National Significance Spotlight: Lindsay Hiltunen
Lindsay Hiltunen, Senior Archivist at Michigan Technological University, presented an overview of the national significance of the University and its archives. The significance of this finding is outlined in the Park’s enabling legislation, PL 102-543, Section 1 (a) (4), which reads, “Michigan Technological University, located in the copper district, was established in 1885 to supply the great demand for new technologies and trained engineers requested by the area's mining operations. Michigan Technological University possesses a wealth of both written and photographic historic documentation of the mining era in its archives.”
Hiltunen began with a concise and engaging summary of the history of the University, as told through its executive eras, noting in particular the multiple expansions of the University, both physically and academically. Hiltunen eloquently traced Tech’s path from its origins as the Michigan Mining School with its local and specific focus on training mining engineers, to its present, highly evolved, incarnation as a nationally-recognized public research university offering a diverse curricula to an international student body.
Hiltunen then presented to an overview of the Tech Archives, describing its mission to collect not just the history of the University but of the Copper Country in general by securing materials that have an enduring historical value. The archives are particularly rich with corporate holdings, especially of the C&H, Quincy, and Copper Range mining companies, which together occupy several thousand cubic feet of archival space. In addition, the Tech Archives have recently been named a Keweenaw Heritage Site, a designation that will facilitate the sharing the expertise of the Tech Archives and other community resources to preserving historical documents across the diversity of Heritage Sites.
Finally, Hiltunen concluded by extending a warm invitation to everyone to visit and use the archives, open to the public from 10 a.m. to 5 p.m. Monday through Friday, as well as noon to 5 p.m. on the second Saturday of every month. Projects ranging from writing an academic paper or newspaper article, researching a property or a family history, the Tech Archives are invaluable resource as well as a key contributor to the national significance of Keweenaw National Historical Park.
Executive Director’s Report
Executive Director Scott See reported on how the goals of the Advisory Commission were supported during the quarter.

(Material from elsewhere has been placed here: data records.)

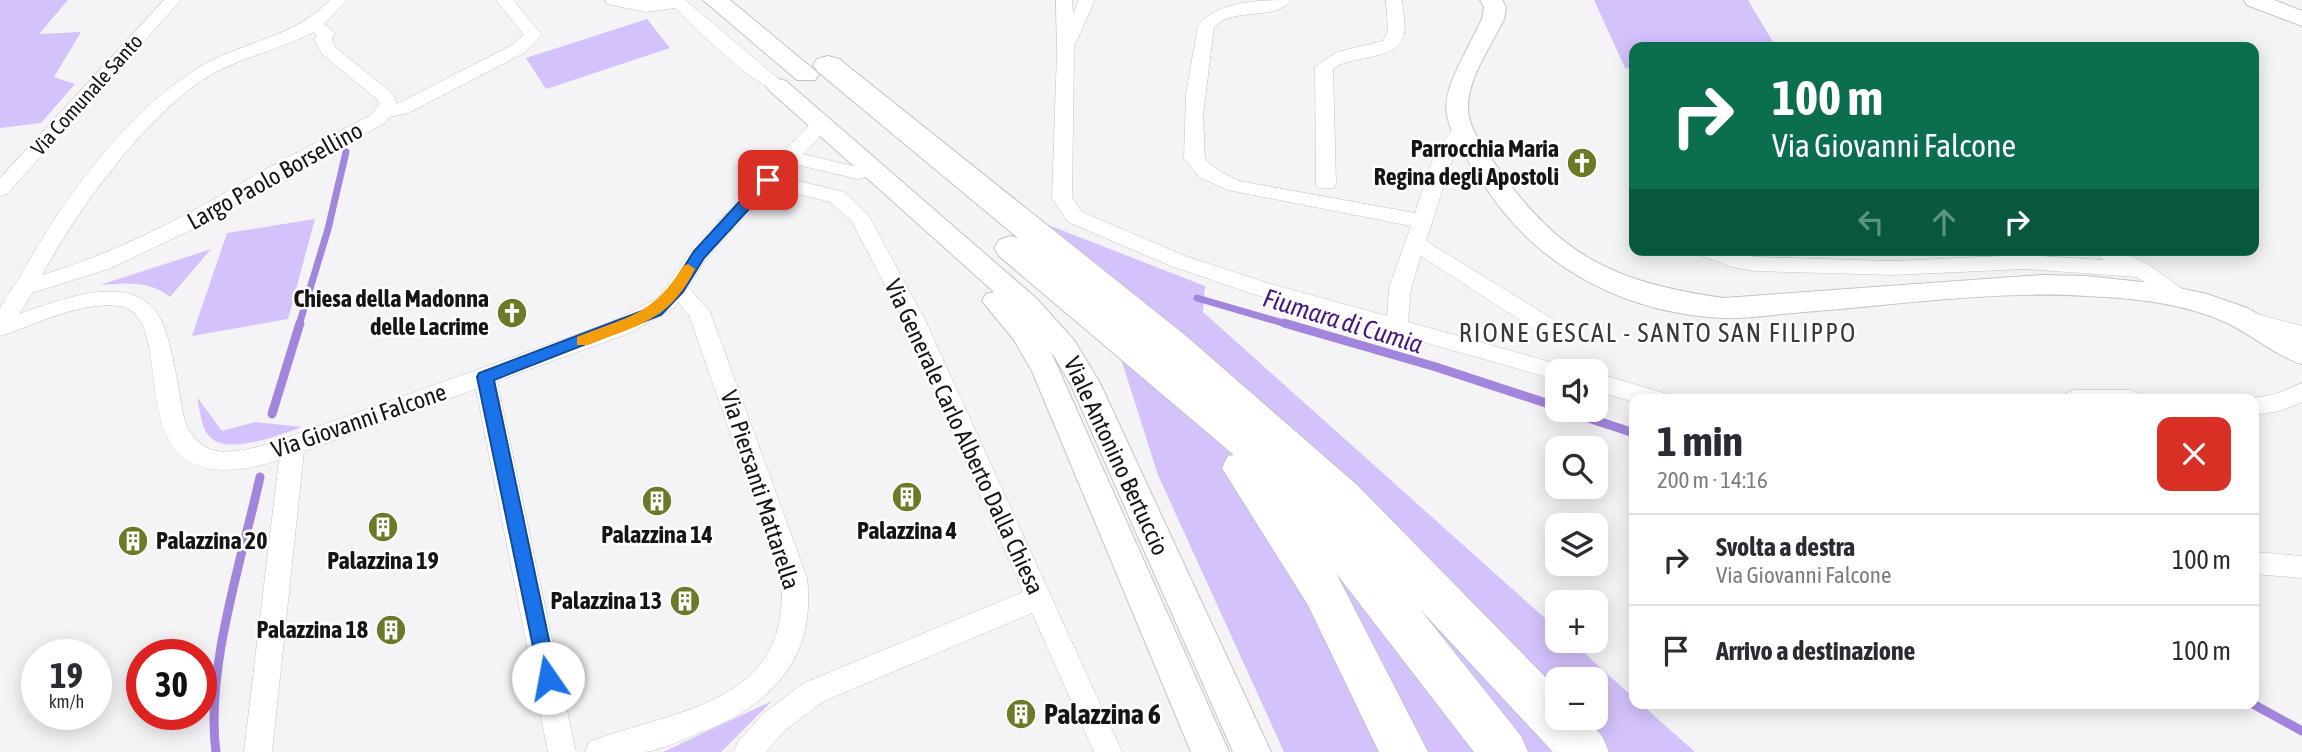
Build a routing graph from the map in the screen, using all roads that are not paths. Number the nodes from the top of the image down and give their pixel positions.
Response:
1 (173, 0) edge
2 (339, 0) edge
3 (504, 0) edge
4 (613, 0) edge
5 (715, 0) edge
6 (743, 0) edge
7 (1064, 0) edge
8 (1087, 0) edge
9 (1284, 0) edge
10 (1394, 0) edge
11 (1491, 0) edge
12 (2255, 0) edge
13 (683, 2) edge
14 (2302, 19) edge
15 (315, 26) junction
16 (1066, 53) junction
17 (804, 75) junction
18 (384, 112) junction
19 (817, 128) junction
20 (1462, 130) junction
21 (789, 158) junction
22 (858, 173) junction
23 (768, 180) junction
24 (1326, 184) dead end
25 (0, 190) edge
26 (1422, 221) junction
27 (1415, 243) junction
28 (1721, 256) edge
29 (2113, 256) edge
30 (1982, 257) edge
31 (2142, 270) junction
32 (26, 287) junction
33 (678, 289) junction
34 (2186, 300) junction
35 (2246, 320) junction
36 (0, 326) edge
37 (1397, 327) junction
38 (1548, 327) dead end
39 (2302, 334) edge
40 (2302, 353) edge
41 (1147, 362) junction
42 (1545, 368) edge
43 (485, 377) junction
44 (1608, 385) edge
45 (2302, 392) edge
46 (1638, 394) edge
47 (2259, 406) edge
48 (1258, 422) junction
49 (293, 446) junction
50 (2259, 563) edge
51 (2302, 567) edge
52 (1038, 598) junction
53 (258, 752) edge
54 (562, 752) edge
55 (599, 752) edge
56 (748, 752) edge
57 (1108, 752) edge
58 (1210, 752) edge
59 (1252, 752) edge
60 (1404, 752) edge
61 (1504, 752) edge
62 (1530, 752) edge
63 (1585, 752) edge

1 - 25 street, Via Comunale Santo
2 - 15 street
3 - 18 street
4 - 13 street
5 - 17 main road
6 - 17 main road
7 - 16 street
8 - 16 street
9 - 26 street
10 - 24 street
11 - 20 street
12 - 14 street
13 - 17 street
15 - 18 street, Largo Paolo Borsellino
15 - 32 street
16 - 37 street
17 - 19 street
17 - 41 highway
17 - 48 highway
18 - 32 street, Largo Paolo Borsellino
19 - 21 street, Via Giovanni Falcone
19 - 22 street, Viale Antonino Bertuccio
19 - 59 street, Viale Antonino Bertuccio
20 - 26 street
20 - 34 street
21 - 22 street
21 - 23 street, Via Giovanni Falcone
22 - 58 street, Viale Antonino Bertuccio
23 - 33 street, Via Giovanni Falcone
23 - 52 street, Via Generale Carlo Alberto Dalla Chiesa
26 - 27 street
27 - 37 street
27 - 38 street
28 - 30 street
29 - 31 street
30 - 31 street
31 - 34 street
32 - 36 street
33 - 43 street, Via Giovanni Falcone
33 - 55 street, Via Piersanti Mattarella
34 - 35 street
35 - 39 street
35 - 40 street
36 - 49 street, Via Giovanni Falcone
37 - 42 street
41 - 60 highway
41 - 61 highway
43 - 49 street, Via Giovanni Falcone
43 - 54 street
44 - 46 street
45 - 47 street
48 - 62 highway
48 - 63 highway
49 - 53 street
50 - 51 street
52 - 56 street
52 - 57 street, Via Generale Carlo Alberto Dalla Chiesa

Advise the National Park Service at Keweenaw National Historical Park on park planning, preservation, interpretation, and operational matters.
See reported that the Commission worked with representatives from the NPS Museum Services Division, the Tech Archives, and the Finnish American Heritage Center to discuss various operational aspects of the respective institutions. The collective desire of the group is to work together to ensure smooth and efficient workflow in engaging both the donors to these institutions, and the users of their collections.

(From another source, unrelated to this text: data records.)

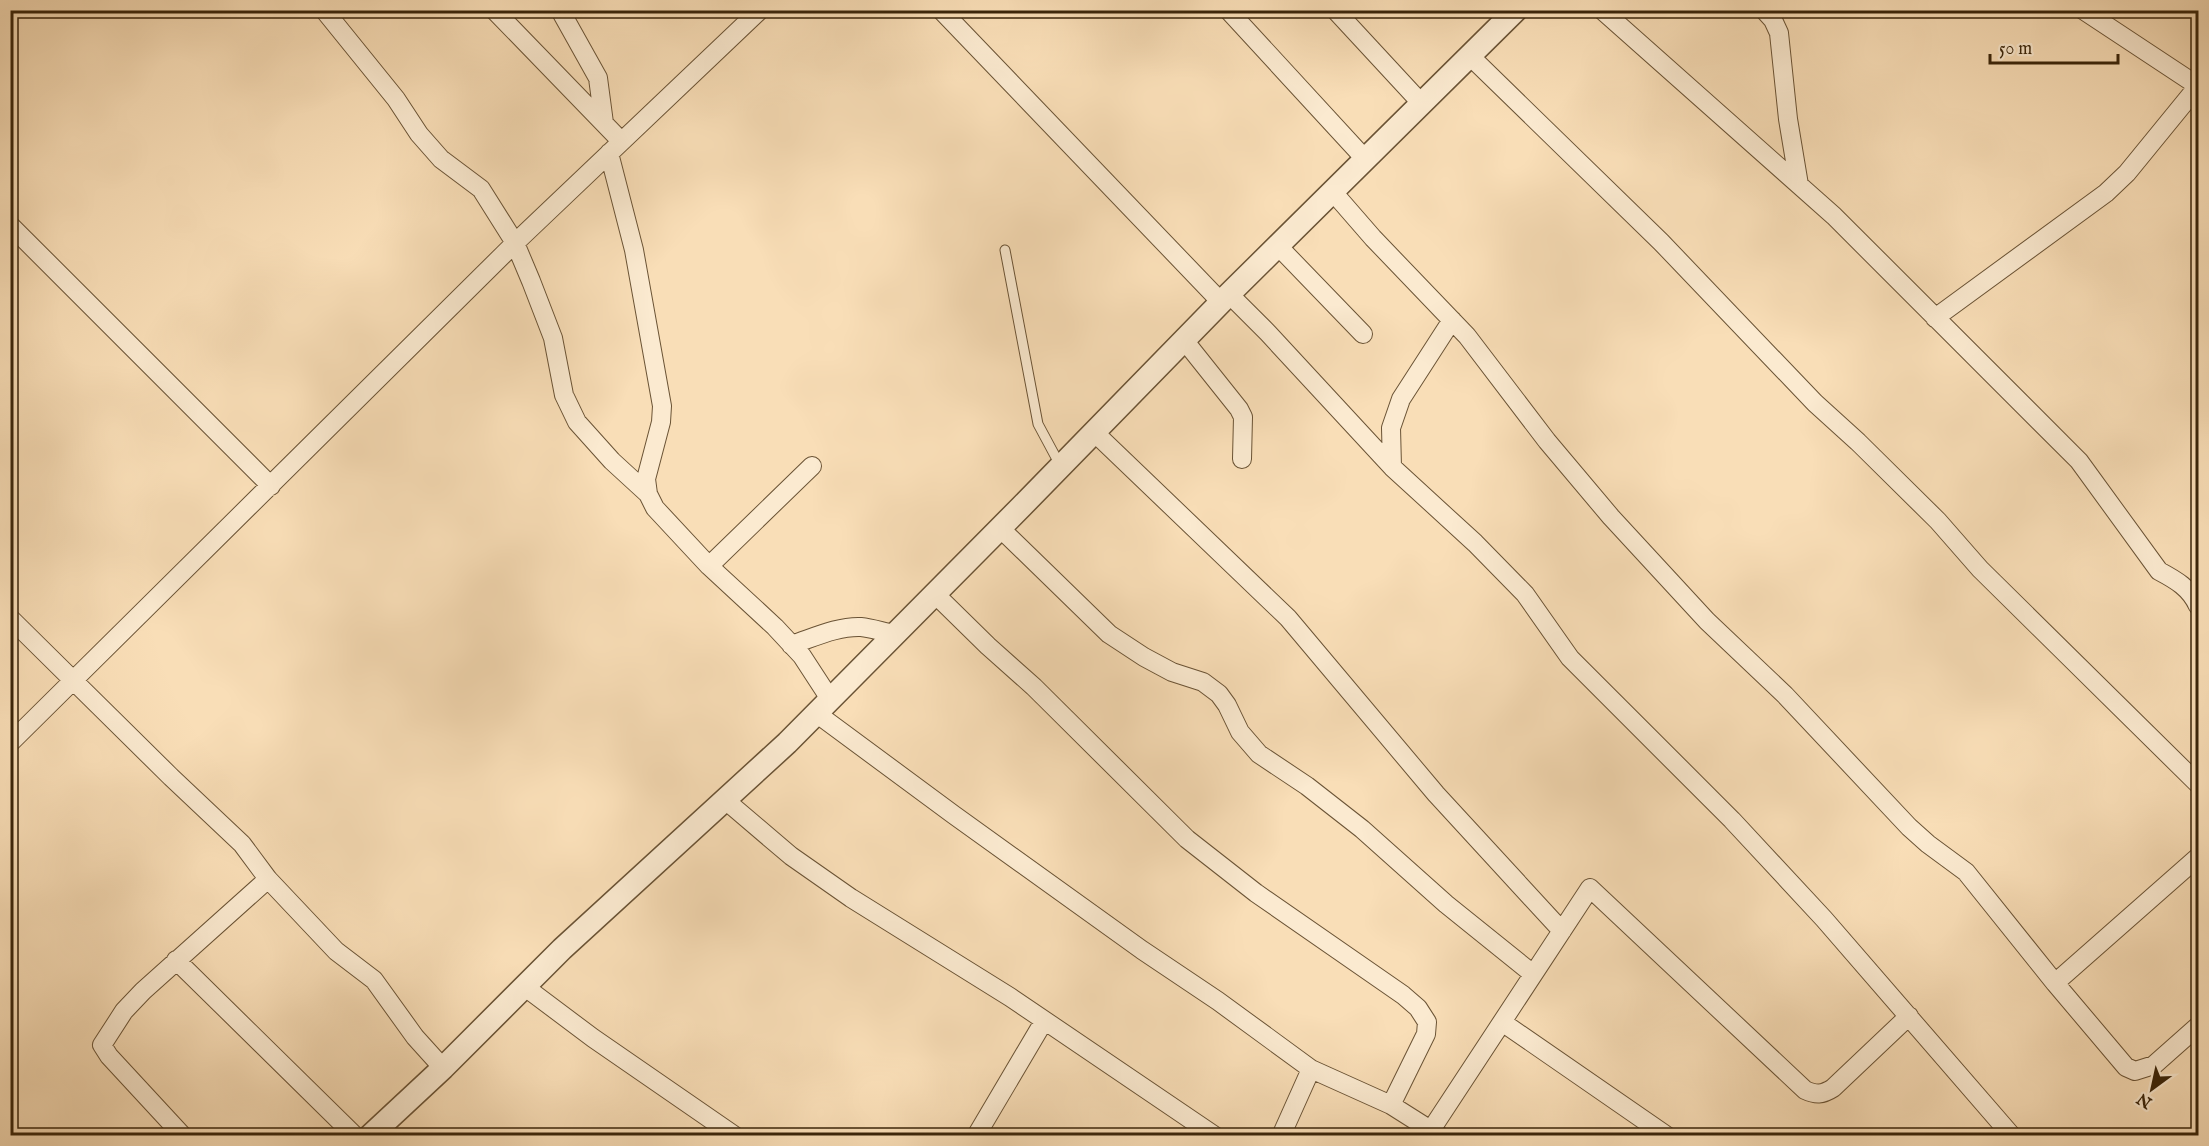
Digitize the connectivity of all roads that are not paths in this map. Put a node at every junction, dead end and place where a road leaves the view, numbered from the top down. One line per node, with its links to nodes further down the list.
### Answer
1 (324, 10): 21 (street)
2 (494, 10): 15 (street)
3 (560, 10): 15 (street)
4 (760, 10): 16 (street)
5 (941, 10): 24 (street)
6 (1228, 10): 17 (street)
7 (1335, 10): 14 (street)
8 (1602, 10): 18 (street)
9 (1764, 10): 18 (street)
10 (2083, 10): 13 (street)
11 (1513, 11): 12 (street)
12 (1470, 56): 14 (street); 46 (street)
13 (2198, 86): 25 (street)
14 (1422, 104): 17 (street)
15 (604, 123): 16 (street)
16 (615, 147): 21 (street); 35 (street)
17 (1366, 160): 19 (street)
18 (1799, 185): 25 (street)
19 (1333, 192): 22 (street); 26 (street)
20 (10, 225): 34 (street)
21 (515, 243): 34 (street); 35 (street)
22 (1278, 246): 24 (street); 27 (street)
23 (1005, 250): 32 (lane)
24 (1225, 298): 28 (street); 33 (street)
25 (1935, 318): 39 (street)
26 (1452, 320): 33 (street); 53 (street)
27 (1363, 334)
28 (1184, 340): 29 (street); 30 (street)
29 (1094, 432): 32 (street); 50 (street)
30 (1242, 459)
31 (812, 466): 37 (street)
32 (1061, 467): 36 (street)
33 (1392, 467): 55 (street)
34 (271, 486): 43 (street)
35 (648, 495): 37 (street)
36 (1000, 528): 38 (street); 52 (street)
37 (709, 566): 42 (street)
38 (935, 594): 41 (street); 61 (street)
39 (2199, 606)
40 (10, 618): 43 (street)
41 (894, 634): 42 (street); 44 (street)
42 (791, 645): 44 (street)
43 (73, 681): 45 (street); 49 (street)
44 (823, 706): 47 (street); 60 (street)
45 (10, 743)
46 (2199, 784)
47 (724, 800): 54 (street); 56 (street)
48 (2199, 857): 53 (street)
49 (268, 879): 51 (street); 59 (street)
50 (1562, 931): 52 (street); 55 (street)
51 (176, 960): 63 (street); 64 (street)
52 (1533, 974): 57 (street)
53 (2055, 983): 58 (street)
54 (525, 987): 59 (street); 66 (street)
55 (1909, 1017): 71 (street)
56 (1044, 1021): 67 (street); 68 (street)
57 (1502, 1022): 62 (street); 70 (street)
58 (2199, 1026)
59 (443, 1068): 65 (street)
60 (1311, 1069): 61 (street); 69 (street)
61 (1391, 1105): 62 (street)
62 (1436, 1133)
63 (183, 1136)
64 (355, 1136)
65 (369, 1136)
66 (735, 1136)
67 (976, 1136)
68 (1215, 1136)
69 (1281, 1136)
70 (1667, 1136)
71 (2012, 1136)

Develop the Keweenaw Heritage Sites Program into a consortium of fully sustainable sites.
Accompanied by several Heritage Site representatives and members of the park service staff, See attended the American Association of State and Local History Annual Conference in Detroit in September. The conference featured educational sessions, panel discussions, and tours focused on assisting organizations such as the Heritage Sites to tell their stories. The Commission’s Travel Grant program provided the majority of the funding for the trip.
Develop partnerships that provide visitors with a cohesive, accessible, and engaging national park experience along the entire length of the Keweenaw.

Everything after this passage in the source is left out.